→ What the exercise asks
Once the pictures are removed, restate the data below word for word.
-- Listed records follows --
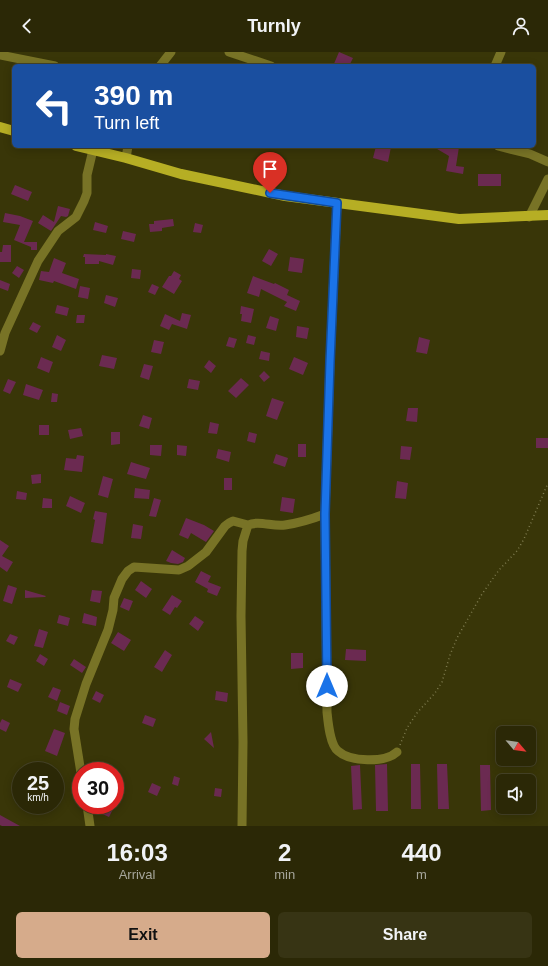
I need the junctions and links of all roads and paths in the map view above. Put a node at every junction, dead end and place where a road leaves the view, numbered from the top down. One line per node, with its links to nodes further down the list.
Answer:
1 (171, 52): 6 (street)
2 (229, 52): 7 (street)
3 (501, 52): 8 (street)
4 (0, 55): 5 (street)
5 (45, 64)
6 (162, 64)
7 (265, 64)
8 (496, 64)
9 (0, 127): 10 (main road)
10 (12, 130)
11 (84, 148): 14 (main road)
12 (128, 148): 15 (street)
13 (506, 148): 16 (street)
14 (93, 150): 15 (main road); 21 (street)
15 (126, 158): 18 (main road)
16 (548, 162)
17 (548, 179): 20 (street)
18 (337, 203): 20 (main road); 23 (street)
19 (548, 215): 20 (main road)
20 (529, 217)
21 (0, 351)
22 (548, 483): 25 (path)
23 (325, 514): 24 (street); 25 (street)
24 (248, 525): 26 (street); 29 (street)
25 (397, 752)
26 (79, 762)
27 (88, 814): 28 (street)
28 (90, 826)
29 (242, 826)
-- Listed records concluded --
→ Response to this task
I need the junctions and links of all roads and paths in the map view above. Put a node at every junction, dead end and place where a road leaves the view, numbered from the top down. One line per node, with its links to nodes further down the list.
Answer:
1 (171, 52): 6 (street)
2 (229, 52): 7 (street)
3 (501, 52): 8 (street)
4 (0, 55): 5 (street)
5 (45, 64)
6 (162, 64)
7 (265, 64)
8 (496, 64)
9 (0, 127): 10 (main road)
10 (12, 130)
11 (84, 148): 14 (main road)
12 (128, 148): 15 (street)
13 (506, 148): 16 (street)
14 (93, 150): 15 (main road); 21 (street)
15 (126, 158): 18 (main road)
16 (548, 162)
17 (548, 179): 20 (street)
18 (337, 203): 20 (main road); 23 (street)
19 (548, 215): 20 (main road)
20 (529, 217)
21 (0, 351)
22 (548, 483): 25 (path)
23 (325, 514): 24 (street); 25 (street)
24 (248, 525): 26 (street); 29 (street)
25 (397, 752)
26 (79, 762)
27 (88, 814): 28 (street)
28 (90, 826)
29 (242, 826)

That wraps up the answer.